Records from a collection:
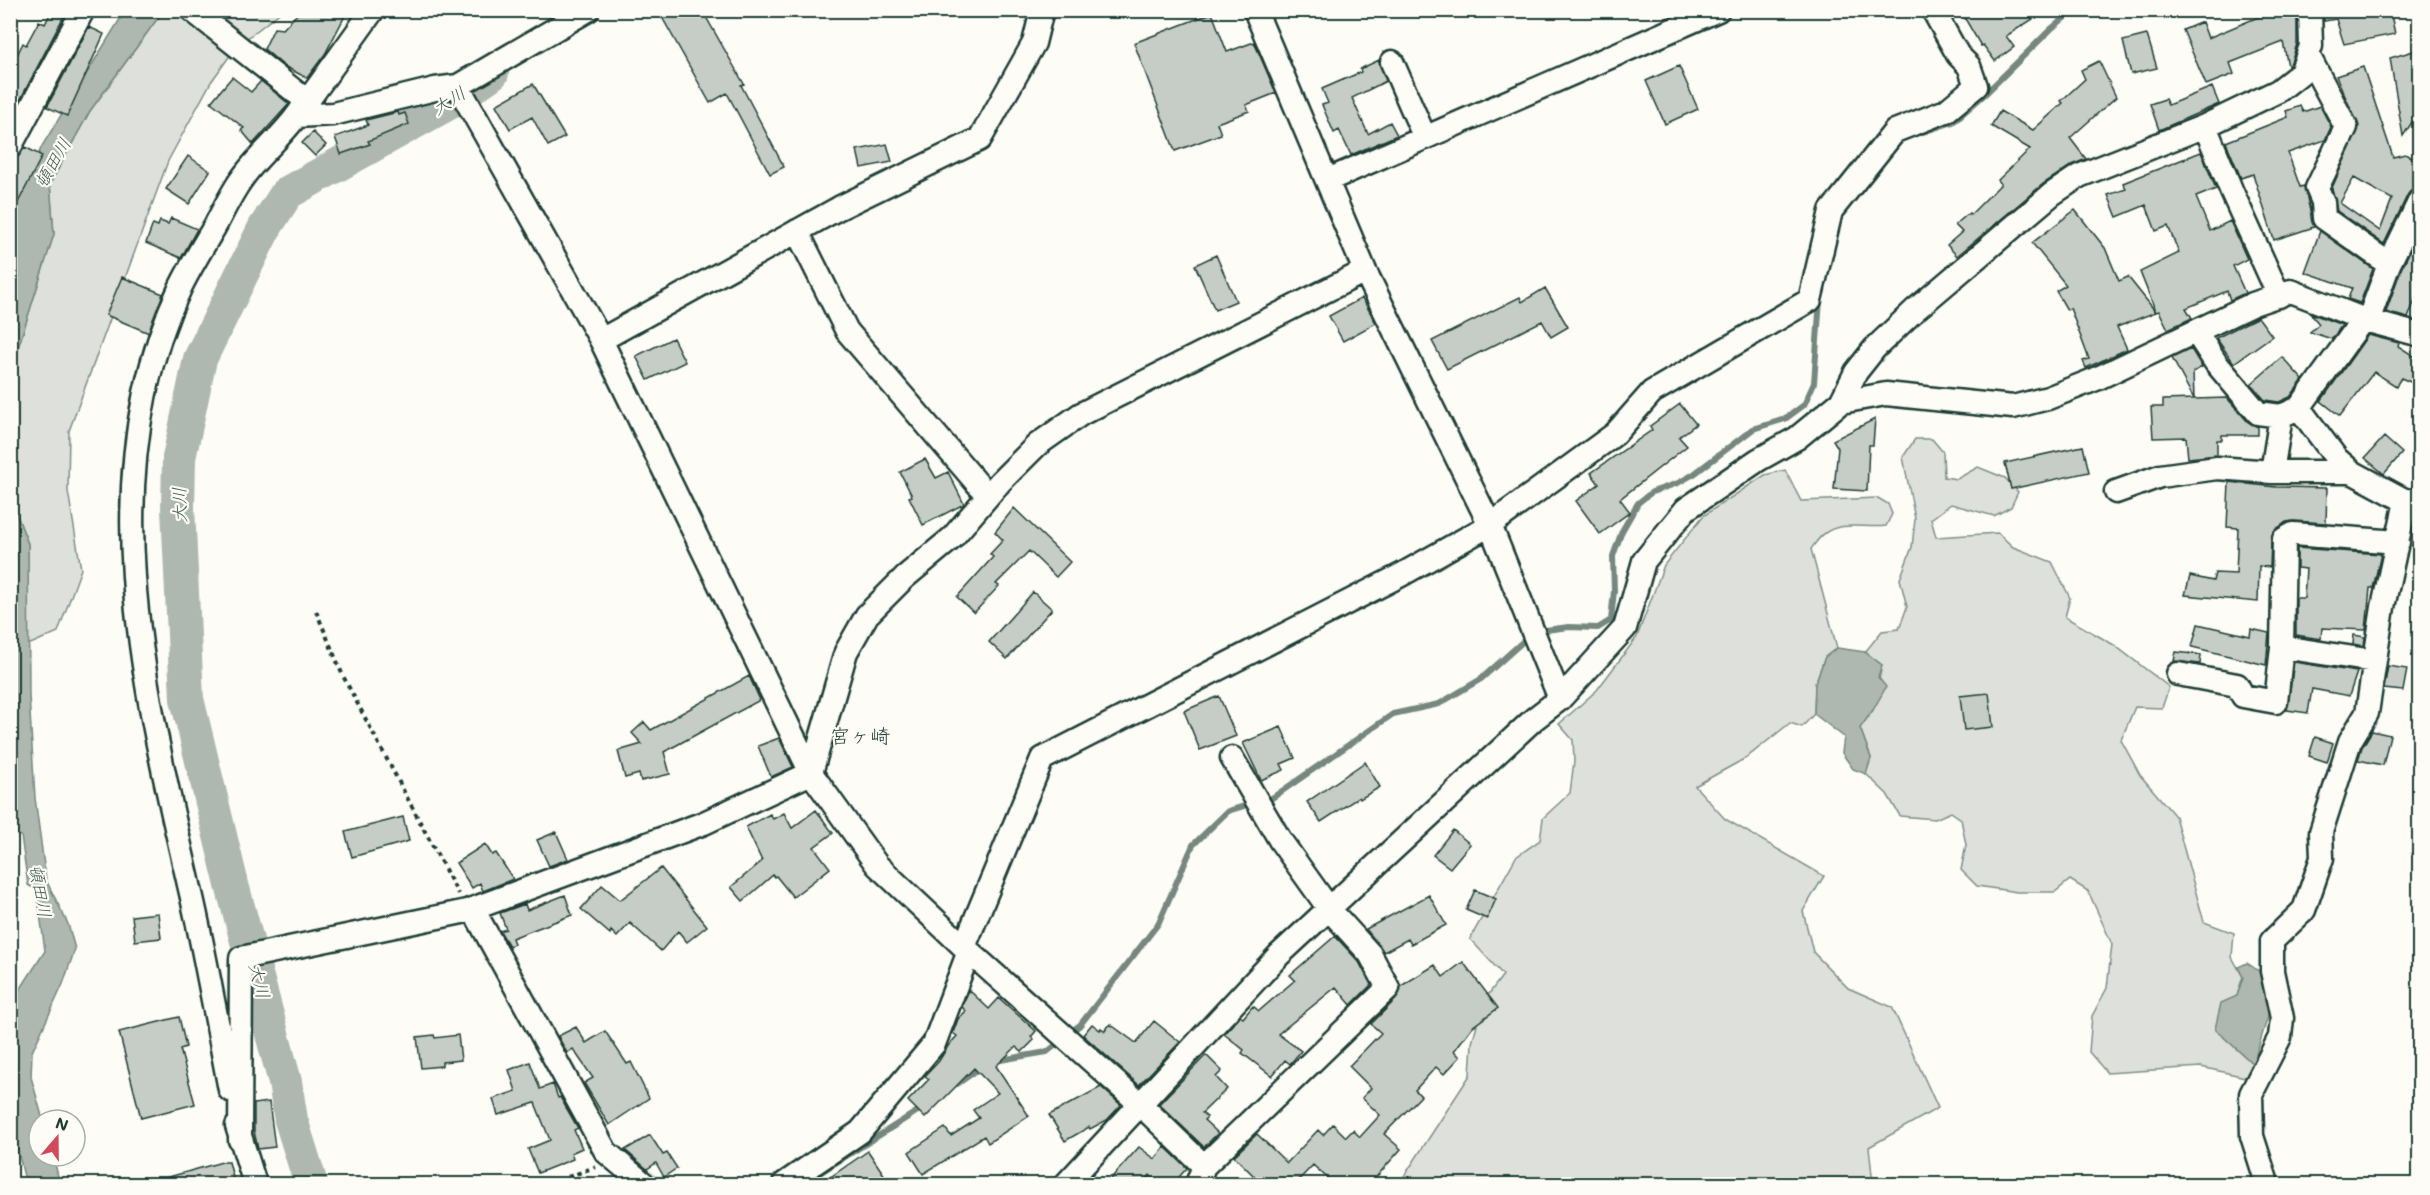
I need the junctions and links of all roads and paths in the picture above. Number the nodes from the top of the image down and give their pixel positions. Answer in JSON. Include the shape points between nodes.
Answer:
{"nodes":[{"id":1,"x":83,"y":10,"type":"edge"},
{"id":2,"x":192,"y":10,"type":"edge"},
{"id":3,"x":373,"y":10,"type":"edge"},
{"id":4,"x":588,"y":10,"type":"edge"},
{"id":5,"x":1042,"y":10,"type":"edge"},
{"id":6,"x":1255,"y":10,"type":"edge"},
{"id":7,"x":1718,"y":10,"type":"edge"},
{"id":8,"x":1933,"y":10,"type":"edge"},
{"id":9,"x":2310,"y":10,"type":"edge"},
{"id":10,"x":2308,"y":55,"type":"junction"},
{"id":11,"x":1392,"y":62,"type":"dead end"},
{"id":12,"x":458,"y":86,"type":"junction"},
{"id":13,"x":302,"y":109,"type":"junction"},
{"id":14,"x":2205,"y":126,"type":"junction"},
{"id":15,"x":1425,"y":138,"type":"junction"},
{"id":16,"x":10,"y":147,"type":"edge"},
{"id":17,"x":1328,"y":180,"type":"junction"},
{"id":18,"x":2420,"y":200,"type":"edge"},
{"id":19,"x":797,"y":231,"type":"junction"},
{"id":20,"x":2389,"y":264,"type":"junction"},
{"id":21,"x":1365,"y":271,"type":"junction"},
{"id":22,"x":2279,"y":296,"type":"junction"},
{"id":23,"x":2366,"y":320,"type":"junction"},
{"id":24,"x":2196,"y":332,"type":"junction"},
{"id":25,"x":2420,"y":334,"type":"edge"},
{"id":26,"x":601,"y":340,"type":"junction"},
{"id":27,"x":1841,"y":402,"type":"junction"},
{"id":28,"x":2290,"y":412,"type":"junction"},
{"id":29,"x":2272,"y":472,"type":"junction"},
{"id":30,"x":2352,"y":472,"type":"junction"},
{"id":31,"x":2116,"y":492,"type":"dead end"},
{"id":32,"x":988,"y":496,"type":"junction"},
{"id":33,"x":2413,"y":500,"type":"edge"},
{"id":34,"x":1490,"y":525,"type":"junction"},
{"id":35,"x":2398,"y":542,"type":"junction"},
{"id":36,"x":316,"y":611,"type":"dead end"},
{"id":37,"x":2282,"y":647,"type":"junction"},
{"id":38,"x":2374,"y":661,"type":"junction"},
{"id":39,"x":2178,"y":674,"type":"dead end"},
{"id":40,"x":1560,"y":699,"type":"junction"},
{"id":41,"x":1232,"y":758,"type":"dead end"},
{"id":42,"x":811,"y":773,"type":"junction"},
{"id":43,"x":470,"y":910,"type":"junction"},
{"id":44,"x":1330,"y":910,"type":"junction"},
{"id":45,"x":967,"y":949,"type":"junction"},
{"id":46,"x":1140,"y":1104,"type":"junction"},
{"id":47,"x":240,"y":1140,"type":"junction"},
{"id":48,"x":1200,"y":1175,"type":"edge"},
{"id":49,"x":2266,"y":1180,"type":"dead end"},
{"id":50,"x":255,"y":1185,"type":"edge"},
{"id":51,"x":644,"y":1185,"type":"edge"},
{"id":52,"x":784,"y":1185,"type":"edge"},
{"id":53,"x":1066,"y":1185,"type":"edge"}],
"edges":[{"from":1,"to":16,"type":"street"},
{"from":2,"to":13,"type":"street"},
{"from":3,"to":13,"type":"street"},
{"from":4,"to":12,"type":"street"},
{"from":5,"to":19,"type":"street","via":[[1034,43],[980,139]]},
{"from":6,"to":17,"type":"street"},
{"from":7,"to":15,"type":"street"},
{"from":8,"to":34,"type":"street","via":[[1958,55],[1969,66],[1976,86],[1946,111],[1895,131],[1831,211],[1810,300],[1652,392],[1615,434]]},
{"from":9,"to":10,"type":"street"},
{"from":10,"to":14,"type":"street","via":[[2301,73],[2278,91]]},
{"from":10,"to":20,"type":"street","via":[[2346,127],[2317,188],[2324,218]]},
{"from":11,"to":15,"type":"street"},
{"from":12,"to":13,"type":"street","via":[[333,114]]},
{"from":12,"to":26,"type":"street"},
{"from":13,"to":47,"type":"street","via":[[241,180],[180,287],[145,392],[136,453],[132,529],[147,694],[194,904]]},
{"from":14,"to":22,"type":"street"},
{"from":14,"to":27,"type":"street","via":[[2079,176],[2052,194],[1875,348],[1856,372]]},
{"from":15,"to":17,"type":"street"},
{"from":17,"to":21,"type":"street"},
{"from":18,"to":20,"type":"street"},
{"from":19,"to":26,"type":"street"},
{"from":19,"to":32,"type":"street","via":[[848,331]]},
{"from":20,"to":23,"type":"street"},
{"from":21,"to":32,"type":"street","via":[[1081,414],[1037,445]]},
{"from":21,"to":34,"type":"street"},
{"from":22,"to":23,"type":"street","via":[[2291,291]]},
{"from":22,"to":24,"type":"street","via":[[2253,304]]},
{"from":23,"to":25,"type":"street"},
{"from":23,"to":28,"type":"street"},
{"from":24,"to":27,"type":"street","via":[[2096,379],[2048,398],[2013,406],[1886,394]]},
{"from":24,"to":28,"type":"street","via":[[2258,413]]},
{"from":26,"to":42,"type":"street"},
{"from":27,"to":40,"type":"street","via":[[1797,438],[1686,509],[1644,561],[1625,628]]},
{"from":28,"to":29,"type":"street"},
{"from":28,"to":30,"type":"street"},
{"from":29,"to":30,"type":"street"},
{"from":29,"to":31,"type":"street","via":[[2217,468],[2160,476]]},
{"from":30,"to":33,"type":"street"},
{"from":32,"to":42,"type":"street","via":[[952,538],[867,615],[846,652]]},
{"from":33,"to":35,"type":"street"},
{"from":34,"to":40,"type":"street"},
{"from":34,"to":45,"type":"street","via":[[1401,575],[1042,759]]},
{"from":35,"to":37,"type":"street","via":[[2294,534],[2284,539]]},
{"from":35,"to":38,"type":"street"},
{"from":36,"to":43,"type":"path","via":[[343,676]]},
{"from":37,"to":38,"type":"street"},
{"from":37,"to":39,"type":"street","via":[[2276,702],[2243,696],[2237,685]]},
{"from":38,"to":49,"type":"street","via":[[2367,713],[2350,741],[2321,832],[2322,858],[2304,910],[2272,941],[2272,971],[2282,1018],[2280,1037],[2251,1094],[2252,1136]]},
{"from":40,"to":44,"type":"street"},
{"from":41,"to":44,"type":"street","via":[[1280,840]]},
{"from":42,"to":43,"type":"street","via":[[704,823]]},
{"from":42,"to":45,"type":"street","via":[[877,865]]},
{"from":43,"to":47,"type":"street","via":[[240,958]]},
{"from":43,"to":51,"type":"street","via":[[606,1152]]},
{"from":44,"to":46,"type":"street","via":[[1279,955]]},
{"from":44,"to":48,"type":"street","via":[[1370,954],[1388,988]]},
{"from":45,"to":46,"type":"street"},
{"from":45,"to":52,"type":"street","via":[[934,1044],[860,1132]]},
{"from":46,"to":48,"type":"street"},
{"from":46,"to":53,"type":"street"},
{"from":47,"to":50,"type":"street"}]}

Instructions to follow:
Copy the entries exactly. No pictures.

Exercise solution:
I need the junctions and links of all roads and paths in the picture above. Number the nodes from the top of the image down and give their pixel positions. Answer in JSON. Include the shape points between nodes.
Answer:
{"nodes":[{"id":1,"x":83,"y":10,"type":"edge"},
{"id":2,"x":192,"y":10,"type":"edge"},
{"id":3,"x":373,"y":10,"type":"edge"},
{"id":4,"x":588,"y":10,"type":"edge"},
{"id":5,"x":1042,"y":10,"type":"edge"},
{"id":6,"x":1255,"y":10,"type":"edge"},
{"id":7,"x":1718,"y":10,"type":"edge"},
{"id":8,"x":1933,"y":10,"type":"edge"},
{"id":9,"x":2310,"y":10,"type":"edge"},
{"id":10,"x":2308,"y":55,"type":"junction"},
{"id":11,"x":1392,"y":62,"type":"dead end"},
{"id":12,"x":458,"y":86,"type":"junction"},
{"id":13,"x":302,"y":109,"type":"junction"},
{"id":14,"x":2205,"y":126,"type":"junction"},
{"id":15,"x":1425,"y":138,"type":"junction"},
{"id":16,"x":10,"y":147,"type":"edge"},
{"id":17,"x":1328,"y":180,"type":"junction"},
{"id":18,"x":2420,"y":200,"type":"edge"},
{"id":19,"x":797,"y":231,"type":"junction"},
{"id":20,"x":2389,"y":264,"type":"junction"},
{"id":21,"x":1365,"y":271,"type":"junction"},
{"id":22,"x":2279,"y":296,"type":"junction"},
{"id":23,"x":2366,"y":320,"type":"junction"},
{"id":24,"x":2196,"y":332,"type":"junction"},
{"id":25,"x":2420,"y":334,"type":"edge"},
{"id":26,"x":601,"y":340,"type":"junction"},
{"id":27,"x":1841,"y":402,"type":"junction"},
{"id":28,"x":2290,"y":412,"type":"junction"},
{"id":29,"x":2272,"y":472,"type":"junction"},
{"id":30,"x":2352,"y":472,"type":"junction"},
{"id":31,"x":2116,"y":492,"type":"dead end"},
{"id":32,"x":988,"y":496,"type":"junction"},
{"id":33,"x":2413,"y":500,"type":"edge"},
{"id":34,"x":1490,"y":525,"type":"junction"},
{"id":35,"x":2398,"y":542,"type":"junction"},
{"id":36,"x":316,"y":611,"type":"dead end"},
{"id":37,"x":2282,"y":647,"type":"junction"},
{"id":38,"x":2374,"y":661,"type":"junction"},
{"id":39,"x":2178,"y":674,"type":"dead end"},
{"id":40,"x":1560,"y":699,"type":"junction"},
{"id":41,"x":1232,"y":758,"type":"dead end"},
{"id":42,"x":811,"y":773,"type":"junction"},
{"id":43,"x":470,"y":910,"type":"junction"},
{"id":44,"x":1330,"y":910,"type":"junction"},
{"id":45,"x":967,"y":949,"type":"junction"},
{"id":46,"x":1140,"y":1104,"type":"junction"},
{"id":47,"x":240,"y":1140,"type":"junction"},
{"id":48,"x":1200,"y":1175,"type":"edge"},
{"id":49,"x":2266,"y":1180,"type":"dead end"},
{"id":50,"x":255,"y":1185,"type":"edge"},
{"id":51,"x":644,"y":1185,"type":"edge"},
{"id":52,"x":784,"y":1185,"type":"edge"},
{"id":53,"x":1066,"y":1185,"type":"edge"}],
"edges":[{"from":1,"to":16,"type":"street"},
{"from":2,"to":13,"type":"street"},
{"from":3,"to":13,"type":"street"},
{"from":4,"to":12,"type":"street"},
{"from":5,"to":19,"type":"street","via":[[1034,43],[980,139]]},
{"from":6,"to":17,"type":"street"},
{"from":7,"to":15,"type":"street"},
{"from":8,"to":34,"type":"street","via":[[1958,55],[1969,66],[1976,86],[1946,111],[1895,131],[1831,211],[1810,300],[1652,392],[1615,434]]},
{"from":9,"to":10,"type":"street"},
{"from":10,"to":14,"type":"street","via":[[2301,73],[2278,91]]},
{"from":10,"to":20,"type":"street","via":[[2346,127],[2317,188],[2324,218]]},
{"from":11,"to":15,"type":"street"},
{"from":12,"to":13,"type":"street","via":[[333,114]]},
{"from":12,"to":26,"type":"street"},
{"from":13,"to":47,"type":"street","via":[[241,180],[180,287],[145,392],[136,453],[132,529],[147,694],[194,904]]},
{"from":14,"to":22,"type":"street"},
{"from":14,"to":27,"type":"street","via":[[2079,176],[2052,194],[1875,348],[1856,372]]},
{"from":15,"to":17,"type":"street"},
{"from":17,"to":21,"type":"street"},
{"from":18,"to":20,"type":"street"},
{"from":19,"to":26,"type":"street"},
{"from":19,"to":32,"type":"street","via":[[848,331]]},
{"from":20,"to":23,"type":"street"},
{"from":21,"to":32,"type":"street","via":[[1081,414],[1037,445]]},
{"from":21,"to":34,"type":"street"},
{"from":22,"to":23,"type":"street","via":[[2291,291]]},
{"from":22,"to":24,"type":"street","via":[[2253,304]]},
{"from":23,"to":25,"type":"street"},
{"from":23,"to":28,"type":"street"},
{"from":24,"to":27,"type":"street","via":[[2096,379],[2048,398],[2013,406],[1886,394]]},
{"from":24,"to":28,"type":"street","via":[[2258,413]]},
{"from":26,"to":42,"type":"street"},
{"from":27,"to":40,"type":"street","via":[[1797,438],[1686,509],[1644,561],[1625,628]]},
{"from":28,"to":29,"type":"street"},
{"from":28,"to":30,"type":"street"},
{"from":29,"to":30,"type":"street"},
{"from":29,"to":31,"type":"street","via":[[2217,468],[2160,476]]},
{"from":30,"to":33,"type":"street"},
{"from":32,"to":42,"type":"street","via":[[952,538],[867,615],[846,652]]},
{"from":33,"to":35,"type":"street"},
{"from":34,"to":40,"type":"street"},
{"from":34,"to":45,"type":"street","via":[[1401,575],[1042,759]]},
{"from":35,"to":37,"type":"street","via":[[2294,534],[2284,539]]},
{"from":35,"to":38,"type":"street"},
{"from":36,"to":43,"type":"path","via":[[343,676]]},
{"from":37,"to":38,"type":"street"},
{"from":37,"to":39,"type":"street","via":[[2276,702],[2243,696],[2237,685]]},
{"from":38,"to":49,"type":"street","via":[[2367,713],[2350,741],[2321,832],[2322,858],[2304,910],[2272,941],[2272,971],[2282,1018],[2280,1037],[2251,1094],[2252,1136]]},
{"from":40,"to":44,"type":"street"},
{"from":41,"to":44,"type":"street","via":[[1280,840]]},
{"from":42,"to":43,"type":"street","via":[[704,823]]},
{"from":42,"to":45,"type":"street","via":[[877,865]]},
{"from":43,"to":47,"type":"street","via":[[240,958]]},
{"from":43,"to":51,"type":"street","via":[[606,1152]]},
{"from":44,"to":46,"type":"street","via":[[1279,955]]},
{"from":44,"to":48,"type":"street","via":[[1370,954],[1388,988]]},
{"from":45,"to":46,"type":"street"},
{"from":45,"to":52,"type":"street","via":[[934,1044],[860,1132]]},
{"from":46,"to":48,"type":"street"},
{"from":46,"to":53,"type":"street"},
{"from":47,"to":50,"type":"street"}]}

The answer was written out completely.